BROSCOE, David, Algonquin College, Ottawa, ON K2G1V8, Canada and RUSSELL, Hazen A.J., Geological Survey of Canada, 601 Booth Street, Ottawa, ON K1A 0E8, Canada

Eskers have commonly been mapped and symbolized manually from aerial photographic interpretation as either lines (ridges) and polygons (sand and gravel). To-date no method has been deployed that could automatically extract esker extents and quantify the esker volume. A methodology is presented for the quantification of eskers that uses Canadian Digital Elevation Data (CDED), spectral remotely sensed imagery (e.g. LandSat, Spot), and legacy esker line work from Geological Survey of Canada publications. Using ArcGIS and an esker detection module (EDM) coded in Python, the CDED data are smoothed using user defined filter windows. A difference surface is produced that emphasizes ridge areas and is used to create polygons. The legacy esker line work is used as a training dataset to extract ridge areas within a user defined buffer.
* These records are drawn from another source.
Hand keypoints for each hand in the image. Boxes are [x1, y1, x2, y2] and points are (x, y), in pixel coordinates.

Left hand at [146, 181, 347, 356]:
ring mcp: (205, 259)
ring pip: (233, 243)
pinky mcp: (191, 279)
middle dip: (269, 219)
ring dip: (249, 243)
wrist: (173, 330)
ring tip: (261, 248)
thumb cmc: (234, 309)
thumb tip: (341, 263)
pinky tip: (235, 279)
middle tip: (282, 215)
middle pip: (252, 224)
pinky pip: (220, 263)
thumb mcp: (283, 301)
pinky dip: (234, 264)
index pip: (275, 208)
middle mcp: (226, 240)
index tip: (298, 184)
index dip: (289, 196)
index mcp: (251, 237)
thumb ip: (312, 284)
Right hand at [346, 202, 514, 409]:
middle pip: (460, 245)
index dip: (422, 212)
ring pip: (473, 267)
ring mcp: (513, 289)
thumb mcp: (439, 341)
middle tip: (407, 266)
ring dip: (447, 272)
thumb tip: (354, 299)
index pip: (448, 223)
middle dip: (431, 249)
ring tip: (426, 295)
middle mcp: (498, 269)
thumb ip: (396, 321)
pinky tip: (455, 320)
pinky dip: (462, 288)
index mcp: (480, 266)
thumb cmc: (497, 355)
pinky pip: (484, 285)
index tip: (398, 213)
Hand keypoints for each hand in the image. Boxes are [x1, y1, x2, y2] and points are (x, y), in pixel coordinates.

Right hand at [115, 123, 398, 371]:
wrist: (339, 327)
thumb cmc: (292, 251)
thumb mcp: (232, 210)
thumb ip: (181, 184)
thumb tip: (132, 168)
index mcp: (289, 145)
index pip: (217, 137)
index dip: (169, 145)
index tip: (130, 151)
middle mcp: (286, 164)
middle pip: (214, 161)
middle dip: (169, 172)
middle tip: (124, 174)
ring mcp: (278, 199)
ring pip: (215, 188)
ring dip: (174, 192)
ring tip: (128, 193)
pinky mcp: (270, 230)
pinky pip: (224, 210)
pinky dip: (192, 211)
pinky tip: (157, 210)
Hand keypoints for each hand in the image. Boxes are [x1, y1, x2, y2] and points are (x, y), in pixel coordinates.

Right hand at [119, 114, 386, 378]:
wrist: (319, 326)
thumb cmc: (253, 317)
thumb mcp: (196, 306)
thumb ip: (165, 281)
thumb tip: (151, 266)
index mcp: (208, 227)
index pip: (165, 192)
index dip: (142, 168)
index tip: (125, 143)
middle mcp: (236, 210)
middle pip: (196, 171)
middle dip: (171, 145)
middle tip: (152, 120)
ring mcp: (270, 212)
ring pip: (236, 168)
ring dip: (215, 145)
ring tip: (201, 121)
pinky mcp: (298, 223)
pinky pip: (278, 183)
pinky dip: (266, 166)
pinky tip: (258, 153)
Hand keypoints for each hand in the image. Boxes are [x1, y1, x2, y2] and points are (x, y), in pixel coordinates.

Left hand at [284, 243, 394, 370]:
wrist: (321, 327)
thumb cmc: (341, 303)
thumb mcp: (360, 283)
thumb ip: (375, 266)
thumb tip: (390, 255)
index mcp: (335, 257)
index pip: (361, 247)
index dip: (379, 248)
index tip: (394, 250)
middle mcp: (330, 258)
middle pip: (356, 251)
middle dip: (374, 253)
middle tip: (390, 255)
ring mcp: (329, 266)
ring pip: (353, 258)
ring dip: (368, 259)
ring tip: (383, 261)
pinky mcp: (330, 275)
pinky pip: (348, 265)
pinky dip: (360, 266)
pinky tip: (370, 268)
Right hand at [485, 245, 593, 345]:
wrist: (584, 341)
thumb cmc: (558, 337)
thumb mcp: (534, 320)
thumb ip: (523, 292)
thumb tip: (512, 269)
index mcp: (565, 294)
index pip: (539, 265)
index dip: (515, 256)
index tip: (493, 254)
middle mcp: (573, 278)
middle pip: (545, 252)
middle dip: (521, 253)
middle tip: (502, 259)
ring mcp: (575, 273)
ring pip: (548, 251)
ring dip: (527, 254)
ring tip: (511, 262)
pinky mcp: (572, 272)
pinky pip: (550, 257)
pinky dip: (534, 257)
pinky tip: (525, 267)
EDM results have been tested against the input training data and a local data set generated manually from aerial photographic interpretation. Depending upon terrain characteristics the success of the data extraction ranges from 65 to 81 % for the esker line work and 35 to 72 % for the more limited aerial photographic interpretation. The variable success reflects esker size related to both relief and width in the CDED data. Ongoing development of this methodology focuses on enhanced delineation of low-relief areas of the esker not captured by the DEM analysis through incorporation of spectral imagery. A multiclass (80-90) iso-cluster unsupervised classification of SPOT MSS data was completed to characterize the landscape. The isocluster classification is then overlain on the esker polygons. The most dominant classes in terms of area are identified and the user can specify the number of classes to be chosen. The originally topographically defined polygons are then merged with the selected intersecting spectral classification.